Il n’en est rien car il reste quelques détails d’application qui sont pour le moins inquiétants.
La principale différence voulue entre la contrainte pénale et le sursis avec mise à l’épreuve était, qu’au moins théoriquement, le sursitaire qui ne se conformait pas à ses obligations risquait de se voir soumis à l’emprisonnement prononcé contre lui pour l’infraction commise et auquel il n’était que sursis. La menace était très théorique compte tenu du faible taux des révocations prononcées et plus encore des révocations totales, mais elle existait. Dans le cadre de la contrainte pénale, aucune condamnation à l’emprisonnement n’est simultanément prononcée pour l’infraction jugée, la juridiction se bornant à prévoir une possibilité d’emprisonnement, dont elle fixe la durée, pour le cas de mauvaise conduite de l’intéressé. Or la durée des emprisonnement prévus, dans les condamnations prononcées pour contrainte pénale, durant les six mois concernés, à été pour vingt-six pour cent des cas comprise entre un et trois mois, dans quarante-huit pour cent des cas, entre quatre et six mois et dans vingt et un pour cent des cas entre sept mois et un an. C’est dire qu’en toute hypothèse le « contraint » pénal et cela quoi qu’il fasse, n’ira pas en prison. Seules, en effet, ont une chance d’être mises à exécution effective les peines de plus de deux ans, et encore, comme vient de le préciser la Cour de cassation, de deux ans « nets » (déduction faite d’une éventuelle détention et du calcul des crédits de réduction de peine annoncés à tout incarcéré, à son entrée, ce qui peut facilement monter jusqu’à une condamnation à trois ans).

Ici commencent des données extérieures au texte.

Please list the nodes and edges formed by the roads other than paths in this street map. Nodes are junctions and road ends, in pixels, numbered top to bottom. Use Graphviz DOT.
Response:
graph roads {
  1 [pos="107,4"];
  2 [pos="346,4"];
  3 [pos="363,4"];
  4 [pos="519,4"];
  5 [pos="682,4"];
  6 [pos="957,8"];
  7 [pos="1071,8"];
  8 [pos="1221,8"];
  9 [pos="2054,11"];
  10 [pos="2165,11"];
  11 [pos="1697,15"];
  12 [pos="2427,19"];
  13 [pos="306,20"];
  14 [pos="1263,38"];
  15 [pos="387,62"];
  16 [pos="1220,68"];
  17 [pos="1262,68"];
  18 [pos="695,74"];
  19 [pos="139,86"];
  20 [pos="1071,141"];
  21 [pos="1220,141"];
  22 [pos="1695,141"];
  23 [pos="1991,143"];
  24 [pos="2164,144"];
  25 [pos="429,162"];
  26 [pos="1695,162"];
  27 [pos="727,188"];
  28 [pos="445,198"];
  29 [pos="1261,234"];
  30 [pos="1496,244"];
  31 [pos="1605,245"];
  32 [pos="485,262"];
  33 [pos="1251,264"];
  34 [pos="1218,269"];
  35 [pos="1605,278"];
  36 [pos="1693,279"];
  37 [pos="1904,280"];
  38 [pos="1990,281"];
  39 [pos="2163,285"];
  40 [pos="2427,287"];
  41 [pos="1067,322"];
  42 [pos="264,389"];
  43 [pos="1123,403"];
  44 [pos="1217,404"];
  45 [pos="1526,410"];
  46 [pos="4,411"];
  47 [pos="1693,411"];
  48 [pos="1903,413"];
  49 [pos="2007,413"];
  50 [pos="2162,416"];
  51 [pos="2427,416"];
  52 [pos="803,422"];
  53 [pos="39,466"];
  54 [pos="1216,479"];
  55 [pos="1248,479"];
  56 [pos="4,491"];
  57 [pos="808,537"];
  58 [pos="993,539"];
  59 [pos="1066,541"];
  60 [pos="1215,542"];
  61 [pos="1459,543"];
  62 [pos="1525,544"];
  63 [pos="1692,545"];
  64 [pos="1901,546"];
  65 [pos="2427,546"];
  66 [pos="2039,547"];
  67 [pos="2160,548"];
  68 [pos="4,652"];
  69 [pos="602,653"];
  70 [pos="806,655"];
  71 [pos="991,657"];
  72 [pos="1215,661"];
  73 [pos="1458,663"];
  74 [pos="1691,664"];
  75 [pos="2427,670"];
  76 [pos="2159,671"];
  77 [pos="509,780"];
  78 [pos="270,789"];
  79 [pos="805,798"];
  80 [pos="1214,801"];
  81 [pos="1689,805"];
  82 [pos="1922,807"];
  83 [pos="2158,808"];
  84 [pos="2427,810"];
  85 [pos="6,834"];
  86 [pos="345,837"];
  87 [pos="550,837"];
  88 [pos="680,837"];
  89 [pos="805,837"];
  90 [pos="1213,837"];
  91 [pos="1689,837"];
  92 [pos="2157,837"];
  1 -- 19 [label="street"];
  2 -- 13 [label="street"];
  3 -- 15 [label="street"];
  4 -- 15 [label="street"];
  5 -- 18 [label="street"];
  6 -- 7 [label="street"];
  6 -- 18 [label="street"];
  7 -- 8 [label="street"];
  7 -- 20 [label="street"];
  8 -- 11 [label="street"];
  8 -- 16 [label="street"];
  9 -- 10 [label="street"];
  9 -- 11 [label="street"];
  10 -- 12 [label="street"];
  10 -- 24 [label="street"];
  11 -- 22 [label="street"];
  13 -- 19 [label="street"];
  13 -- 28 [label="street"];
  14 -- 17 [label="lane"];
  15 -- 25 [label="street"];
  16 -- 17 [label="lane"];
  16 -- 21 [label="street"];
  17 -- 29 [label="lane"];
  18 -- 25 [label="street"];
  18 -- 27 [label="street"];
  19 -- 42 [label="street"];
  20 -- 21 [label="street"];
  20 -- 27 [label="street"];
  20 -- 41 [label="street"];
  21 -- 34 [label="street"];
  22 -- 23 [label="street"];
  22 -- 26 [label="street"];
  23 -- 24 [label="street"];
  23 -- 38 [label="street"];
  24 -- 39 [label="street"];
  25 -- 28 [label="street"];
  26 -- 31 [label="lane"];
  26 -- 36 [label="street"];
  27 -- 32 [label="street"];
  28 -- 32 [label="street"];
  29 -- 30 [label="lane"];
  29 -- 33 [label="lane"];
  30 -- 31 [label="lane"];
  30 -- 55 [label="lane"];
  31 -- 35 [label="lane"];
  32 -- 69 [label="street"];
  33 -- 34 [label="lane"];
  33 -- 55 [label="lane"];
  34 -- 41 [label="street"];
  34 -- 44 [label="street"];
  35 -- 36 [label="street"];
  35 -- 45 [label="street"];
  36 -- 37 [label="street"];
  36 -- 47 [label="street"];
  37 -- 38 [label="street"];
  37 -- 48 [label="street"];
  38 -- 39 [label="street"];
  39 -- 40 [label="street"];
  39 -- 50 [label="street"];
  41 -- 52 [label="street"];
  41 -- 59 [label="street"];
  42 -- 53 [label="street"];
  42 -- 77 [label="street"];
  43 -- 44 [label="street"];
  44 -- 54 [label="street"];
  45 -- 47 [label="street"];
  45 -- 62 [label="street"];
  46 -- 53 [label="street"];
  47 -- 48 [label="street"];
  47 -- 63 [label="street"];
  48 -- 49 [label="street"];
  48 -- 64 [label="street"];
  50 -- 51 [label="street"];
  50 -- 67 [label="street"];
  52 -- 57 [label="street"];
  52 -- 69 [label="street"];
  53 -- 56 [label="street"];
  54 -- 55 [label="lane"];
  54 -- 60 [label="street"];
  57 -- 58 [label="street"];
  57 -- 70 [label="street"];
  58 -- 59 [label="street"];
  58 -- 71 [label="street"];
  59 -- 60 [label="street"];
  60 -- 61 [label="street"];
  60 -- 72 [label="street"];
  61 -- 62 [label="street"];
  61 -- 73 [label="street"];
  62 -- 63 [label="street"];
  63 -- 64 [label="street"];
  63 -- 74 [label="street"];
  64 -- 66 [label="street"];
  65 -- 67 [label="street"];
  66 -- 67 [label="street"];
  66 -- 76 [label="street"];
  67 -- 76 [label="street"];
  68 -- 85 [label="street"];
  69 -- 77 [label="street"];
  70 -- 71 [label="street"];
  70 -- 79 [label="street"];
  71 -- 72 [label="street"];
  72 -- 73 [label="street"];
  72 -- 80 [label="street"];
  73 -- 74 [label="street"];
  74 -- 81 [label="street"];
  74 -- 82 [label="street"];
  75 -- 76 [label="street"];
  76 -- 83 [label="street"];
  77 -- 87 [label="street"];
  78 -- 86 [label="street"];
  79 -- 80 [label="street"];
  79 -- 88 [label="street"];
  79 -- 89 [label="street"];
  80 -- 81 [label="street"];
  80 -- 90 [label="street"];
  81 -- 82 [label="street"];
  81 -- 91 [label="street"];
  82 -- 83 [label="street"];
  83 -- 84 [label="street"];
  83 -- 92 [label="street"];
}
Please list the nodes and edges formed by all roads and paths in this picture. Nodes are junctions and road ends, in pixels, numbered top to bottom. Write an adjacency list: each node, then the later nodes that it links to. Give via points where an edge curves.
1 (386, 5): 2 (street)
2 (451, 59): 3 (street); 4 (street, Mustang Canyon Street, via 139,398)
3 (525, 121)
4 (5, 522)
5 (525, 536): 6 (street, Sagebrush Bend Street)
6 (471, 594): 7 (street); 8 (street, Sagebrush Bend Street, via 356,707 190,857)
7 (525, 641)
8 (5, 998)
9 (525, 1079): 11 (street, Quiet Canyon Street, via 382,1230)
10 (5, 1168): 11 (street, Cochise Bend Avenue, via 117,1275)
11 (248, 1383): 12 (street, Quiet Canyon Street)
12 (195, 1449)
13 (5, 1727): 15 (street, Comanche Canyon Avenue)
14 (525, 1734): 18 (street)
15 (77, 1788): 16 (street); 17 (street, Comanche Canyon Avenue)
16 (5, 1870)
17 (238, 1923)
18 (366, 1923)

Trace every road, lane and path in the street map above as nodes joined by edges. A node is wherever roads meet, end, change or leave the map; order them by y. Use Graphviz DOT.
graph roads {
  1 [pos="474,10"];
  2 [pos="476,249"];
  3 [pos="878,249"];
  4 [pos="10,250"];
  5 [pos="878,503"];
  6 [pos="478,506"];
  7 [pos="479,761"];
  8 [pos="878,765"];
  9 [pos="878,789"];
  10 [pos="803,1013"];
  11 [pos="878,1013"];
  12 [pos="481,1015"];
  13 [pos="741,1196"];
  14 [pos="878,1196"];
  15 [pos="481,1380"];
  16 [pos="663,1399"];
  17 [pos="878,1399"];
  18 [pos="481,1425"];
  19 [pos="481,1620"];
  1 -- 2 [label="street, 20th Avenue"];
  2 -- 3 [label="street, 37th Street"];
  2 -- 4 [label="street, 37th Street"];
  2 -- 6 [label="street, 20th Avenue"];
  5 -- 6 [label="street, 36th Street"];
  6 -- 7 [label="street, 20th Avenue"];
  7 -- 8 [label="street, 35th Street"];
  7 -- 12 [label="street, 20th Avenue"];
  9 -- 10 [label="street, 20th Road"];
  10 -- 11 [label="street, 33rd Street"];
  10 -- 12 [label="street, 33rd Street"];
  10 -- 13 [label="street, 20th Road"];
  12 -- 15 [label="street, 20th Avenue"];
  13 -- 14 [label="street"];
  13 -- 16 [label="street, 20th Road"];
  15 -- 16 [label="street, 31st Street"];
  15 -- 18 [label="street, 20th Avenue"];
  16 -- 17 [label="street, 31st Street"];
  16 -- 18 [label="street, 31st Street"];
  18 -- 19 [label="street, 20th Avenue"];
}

La seconde information inquiétante est celle qui concerne les délits pour lesquels la mesure a été choisie. les trente-trois pour cent de contentieux routier demanderaient, pour émettre une opinion, d’être davantage précisés. Les sept pour cent d’infractions en rapport avec les stupéfiants amènent à espérer qu’il ne s’agissait que de consommation et pas de trafic. Mais les trente-trois pour cent de faits de violences volontaires et les dix pour cent d’atteintes aux biens concernant essentiellement des vols, sont inacceptables. S’il y a bien un domaine qui devrait, par principe, échapper à ce type de mesures c’est celui de la violence. Car proposer à l’encontre d’un violent quelque chose qu’il ressentira comme n’étant « rien » ne peut que l’inscrire dans la pente qui le conduira à recommencer.
Révélée inutile par ces statistiques, compliquée et dans certains cas dangereuse, la contrainte pénale devra nécessairement être, au minimum repensée. C’est manifestemenjt l’avis des magistrats qui, fort heureusement, la prononcent si peu.
Ces fort pertinentes réflexions étaient, malheureusement, absentes de l’article que Le Monde vient de publier sur le sujet, idéologiquement très orienté, comme il se doit -dans lequel entre autres, l’auteur tente de se rassurer sur ce faible nombre de condamnations prononcées en faisant le parallèle avec le travail d’intérêt général dans ses premiers pas… La différence est que le T.I.G. était une peine (si c’en est vraiment une…) tout à fait nouvelle, alors que tous les échos qui remontent des tribunaux confirment que les magistrats -ceux, en tout cas, qui ne chaussent pas les lunettes militantes d’un journaliste du Monde-, ne voient pas l’avantage de la formule par rapport au sursis avec mise à l’épreuve… D’autant que, par rapport la version initiale pure et dure du texte, la rédaction définitive a été édulcorée, donnant à cette fausse innovation, si discutable qu’elle soit dans sa philosophie, l’allure d’un doublon, sinon d’un simple gadget pour posture politique et médiatique. Ceux qui la prononcent le font par zèle militant ou suivisme par rapport à des parquets pressés par leur hiérarchie de complaire à leur ministre. Quant aux études d’impact… On se souvient que Cicéron s’étonnait que deux augures ne pussent se regarder sans rire : on peut transposer cela aux gens qui feignent de prendre au sérieux cet exercice de rédaction pour « grouillots » de cabinet destiné à vanter la marchandise (imagine-t-on une telle étude justifiant l’inutilité d’un projet de loi ?! Il faudrait, un jour, une étude universitaire pour comparer systématiquement ce qu’annonçaient de tels documents et ce qu’il en est advenu dans les faits : on serait édifié…).